🤖 AI Summary
This work addresses the computational inefficiency of diffusion model sampling caused by the high cost of evaluating high-precision drift estimators. It introduces, for the first time, the multilevel Monte Carlo (MLMC) framework into diffusion sampling and proposes the Multilevel Euler–Maruyama (ML-EM) method. By constructing a hierarchy of UNet-based drift approximators with increasing accuracy and decreasing computational cost, ML-EM significantly reduces the expense of solving the underlying stochastic differential equation while preserving solution accuracy. Theoretical analysis shows that, under the high-temperature Metropolis–corrected (HTMC) regime, the method achieves polynomial acceleration, with an overall computational cost equivalent to a single evaluation of a high-precision drift estimator.
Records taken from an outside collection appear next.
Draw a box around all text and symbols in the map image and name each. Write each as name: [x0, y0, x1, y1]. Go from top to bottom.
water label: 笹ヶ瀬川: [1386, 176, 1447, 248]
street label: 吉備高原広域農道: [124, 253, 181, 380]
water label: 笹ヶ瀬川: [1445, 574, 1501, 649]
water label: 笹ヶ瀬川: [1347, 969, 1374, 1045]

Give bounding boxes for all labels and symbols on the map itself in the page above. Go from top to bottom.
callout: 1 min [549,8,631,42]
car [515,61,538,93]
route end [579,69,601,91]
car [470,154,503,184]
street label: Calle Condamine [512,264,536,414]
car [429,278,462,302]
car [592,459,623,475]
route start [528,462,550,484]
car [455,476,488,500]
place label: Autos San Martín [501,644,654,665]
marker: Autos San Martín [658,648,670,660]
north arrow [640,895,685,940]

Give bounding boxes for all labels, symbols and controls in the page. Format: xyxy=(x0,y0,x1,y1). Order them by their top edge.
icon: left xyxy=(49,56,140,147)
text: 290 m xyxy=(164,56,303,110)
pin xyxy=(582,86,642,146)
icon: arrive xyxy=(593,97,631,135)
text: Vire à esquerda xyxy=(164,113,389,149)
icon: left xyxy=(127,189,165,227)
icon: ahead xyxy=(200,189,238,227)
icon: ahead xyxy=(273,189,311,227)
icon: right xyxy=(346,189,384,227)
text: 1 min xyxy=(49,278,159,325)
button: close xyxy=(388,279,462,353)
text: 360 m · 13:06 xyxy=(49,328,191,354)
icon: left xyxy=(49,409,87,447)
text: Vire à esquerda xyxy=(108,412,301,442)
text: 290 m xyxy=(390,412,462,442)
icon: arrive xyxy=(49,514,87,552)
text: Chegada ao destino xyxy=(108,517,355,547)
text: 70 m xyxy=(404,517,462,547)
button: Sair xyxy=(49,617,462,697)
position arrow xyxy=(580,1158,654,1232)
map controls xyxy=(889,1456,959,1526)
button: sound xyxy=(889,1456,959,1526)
Empirical results on CelebA 64×64 image generation demonstrate a practical speedup of 4× (γ≈2.5), confirming both its theoretical advantages and practical efficacy.
📝 Abstract
We introduce the Multilevel Euler-Maruyama (ML-EM) method compute solutions of SDEs and ODEs using a range of approximators $f^1,\dots,f^k$ to the drift $f$ with increasing accuracy and computational cost, only requiring a few evaluations of the most accurate $f^k$ and many evaluations of the less costly $f^1,\dots,f^{k-1}$. If the drift lies in the so-called Harder than Monte Carlo (HTMC) regime, i.e. it requires $ε^{-γ}$ compute to be $ε$-approximated for some $γ>2$, then ML-EM $ε$-approximates the solution of the SDE with $ε^{-γ}$ compute, improving over the traditional EM rate of $ε^{-γ-1}$. In other terms it allows us to solve the SDE at the same cost as a single evaluation of the drift. In the context of diffusion models, the different levels $f^{1},\dots,f^{k}$ are obtained by training UNets of increasing sizes, and ML-EM allows us to perform sampling with the equivalent of a single evaluation of the largest UNet. Our numerical experiments confirm our theory: we obtain up to fourfold speedups for image generation on the CelebA dataset downscaled to 64x64, where we measure a $γ\approx2.5$. Given that this is a polynomial speedup, we expect even stronger speedups in practical applications which involve orders of magnitude larger networks.